Researching two-way politics and online citizen activism in the US for the forthcoming book, I spoke to John Tauberer recently. Josh set up the website GovTrack.us, an “independent, nonpartisan website that started the “civic hacking” movement in the United States”. The site contains data on the status of legislation, voting records of senators and congressmen, and a Q&A system that allows visitors to ask questions about a bill and see whether others have the answer. It also has a very promising bill viewer tool that shows changes to legislation as it passes through the law making machinery.
We discussed three questions. (click the link to read on)
Question the first: What was the rationale behind the website?
The goal has changed a lot over the years. Certainly when it began the idea was direct accountability. Citizens could see the bills being voted on, see if they agree with the votes, and then go to the polls better informed.
But I now think that was short sighted. Or wishful thinking. It sounds cynical, but it’s really just practical — the world is complicated and for good reason we elect representatives to make decisions so we don’t have to read 500 page bills. The audience of GovTrack is still primarily wonky-type everyday citizens, but the goal is a bit broader now: to engage the public in understanding how Congress works. To make the process more real and accessible. To get citizens interested in governance and maybe to encourage good people to enter the world of government and policy making. I hope that accountability still flows from that, and I think the site does play a significant role in accountability in terms of informing and educating journalists and advocacy groups as well.
Another part of the goals of the site is to build a comprehensive open legislative database so that other people can build more tools to help engage the public — government data like this just ought to be free and available. GovTrack’s open database powers a number of other websites now, including OpenCongress and MAPLight.
I guess there are a number of goals for the site. Another is trying to innovate with technology to find new ways it can help us with transparency, citizen access, engagement, etc.
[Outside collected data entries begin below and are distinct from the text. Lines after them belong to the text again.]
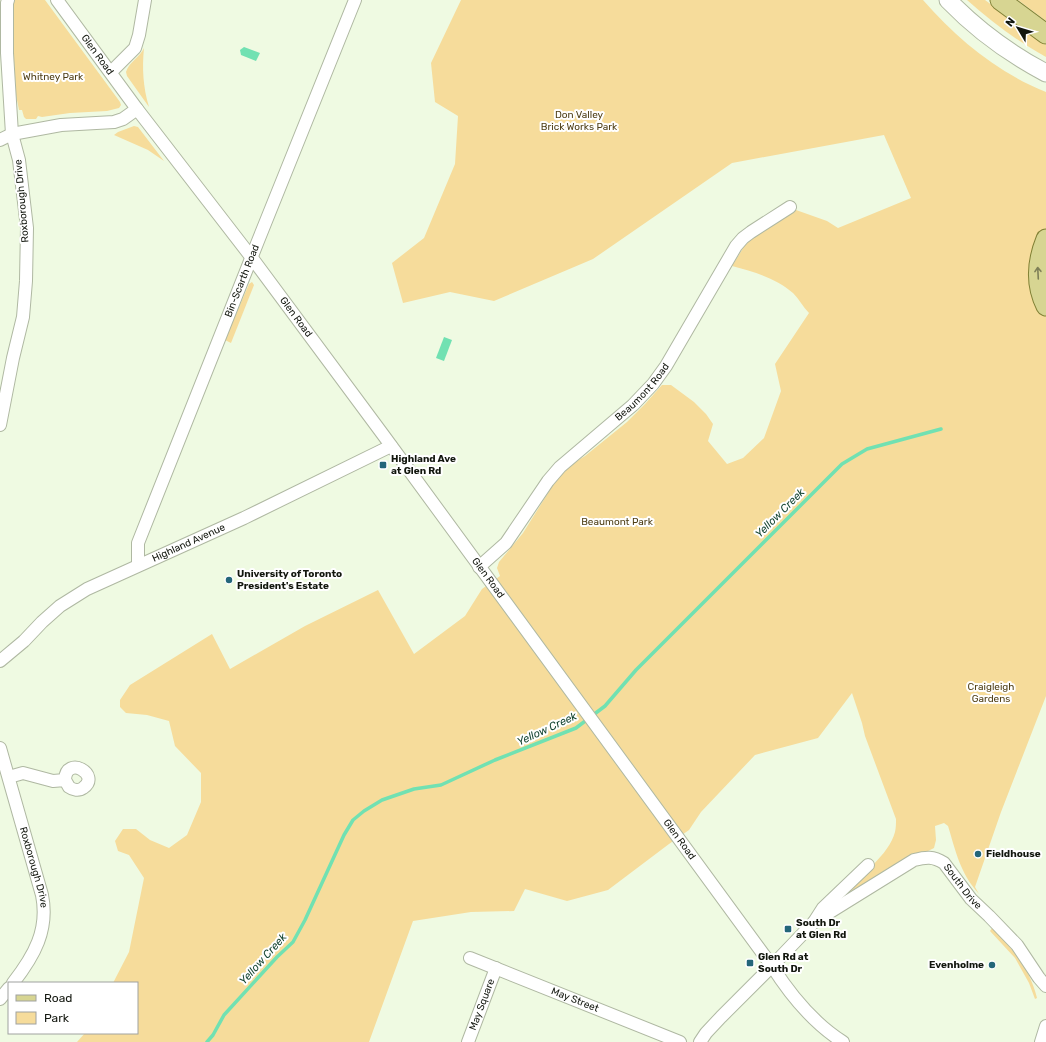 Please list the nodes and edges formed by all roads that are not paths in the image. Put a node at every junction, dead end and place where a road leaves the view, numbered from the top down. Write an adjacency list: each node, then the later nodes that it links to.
1 (8, 0): 11 (street, Roxborough Drive)
2 (57, 0): 8 (street, Glen Road)
3 (145, 0): 8 (street)
4 (356, 0): 15 (street, Bin-Scarth Road)
5 (948, 0): 9 (main road)
6 (1000, 0): 7 (main road)
7 (1046, 34)
8 (111, 72): 10 (street, Glen Road)
9 (1046, 73)
10 (137, 109): 11 (street); 15 (street, Glen Road)
11 (12, 134): 12 (street); 17 (street, Roxborough Drive)
12 (0, 140)
13 (790, 207): 20 (street, Beaumont Road)
14 (1046, 239): 16 (main road, one-way to 14)
15 (252, 258): 18 (street, Glen Road); 19 (street, Bin-Scarth Road)
16 (1046, 306)
17 (0, 425)
18 (391, 446): 19 (street, Highland Avenue); 20 (street, Glen Road)
19 (138, 565): 21 (street, Highland Avenue)
20 (479, 567): 28 (street, Glen Road)
21 (0, 661)
22 (0, 748): 23 (street, Roxborough Drive)
23 (9, 777): 24 (street); 30 (street, Roxborough Drive)
24 (65, 780)
25 (868, 864): 26 (street, South Drive)
26 (814, 922): 28 (street, South Drive); 31 (street, South Drive)
27 (470, 958): 29 (street, May Street)
28 (772, 966): 37 (street, South Drive); 38 (street, Glen Road)
29 (496, 968): 35 (street, May Square); 36 (street, May Street)
30 (14, 982)
31 (1046, 986)
32 (8, 989): 33 (street)
33 (0, 999)
34 (1046, 1026): 39 (street)
35 (468, 1042)
36 (680, 1042)
37 (700, 1042)
38 (843, 1042)
39 (1041, 1042)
That’s worked out well- GovTrack has a number of interesting statistics, a bill text comparison tool, a Google Maps mashup, etc.
Question two: Why it was poisslbe to establish GovTrack.us now and now a few years before?
I started building the site in 2001-2003. (It went live in 2004. Also note I’ve been doing this type of open source open government thing before anyone else, in the US, and on days when I’m not feeling overly modest like today I might say that I started, catalyzed, or was a model for the transparency+technology movement as we see it today in the US.) The site could have been built just the same for a few years before I tried it. And, nothing has fundamentally changed since then, so the site would be built the same way today.
But the timeline sidesteps the question a bit. What made GovTrack possible was that Congress embraced the Internet in 1994 when it created the THOMAS website for the status of legislation. The newly elected Speaker of the House at the time takes credit for this, and it’s largely true except that it was probably a part of a larger picture happening slowly anyway. Congress still hasn’t precisely embraced “data”, and that’s the thing that I’m waiting for before I’d say that anything has fundamentally changed since 1994.
But good progress has been made just this year, for instance, with Congress directing the Library of Congress to look into a bulk data download for their legislative information, with the Senate now catching up to the House in publishing roll call vote records in XML, and with the Government Printing Office now planning (though we shall see if it happens) to later this year stop charging ($17,000) for access to raw documents that contain several significant parts of U.S. law. (I’ve been involved in pushing all these things forward.)
Question three: What is Josh’s vision for the future, does he anticipate widespread collaborative marking up and annotation of legislation by users online?
I’d love to believe that in the near future congressmen and the public will work together in new ways on drafting legislation. It’s not like there’s no collaborative markup now, of course. It’s just that the players are very limited (to what we’d call lobbyists, and they’re not necessarily bad).
The way to open up the process is to find some middle ground between what we have now and, well, a free for all. Not everyone can participate at once and on the same level. If there are edit wars on Wikipedia, just imagine what kind of edit wars would take place over public policy matters. I think the key to this is establishing self-moderating networks of experts and interested citizens around particular issues, groups who have an interest in participating earnestly and are willing to put in some effort themselves to keep the group focused and productive. At the same time, there will need to be a culture change in DC — and this is no small matter — that it is possible to draft at least some legislation in the public view. So this is a social problem in terms of the public’s responsibility, a technological problem in providing the tools needed for these groups to form, and a social/institutional problem in opening up congressmen to a new process.
2 thoughts on “Civic Hacking (citizen activism online, and very 2.0)”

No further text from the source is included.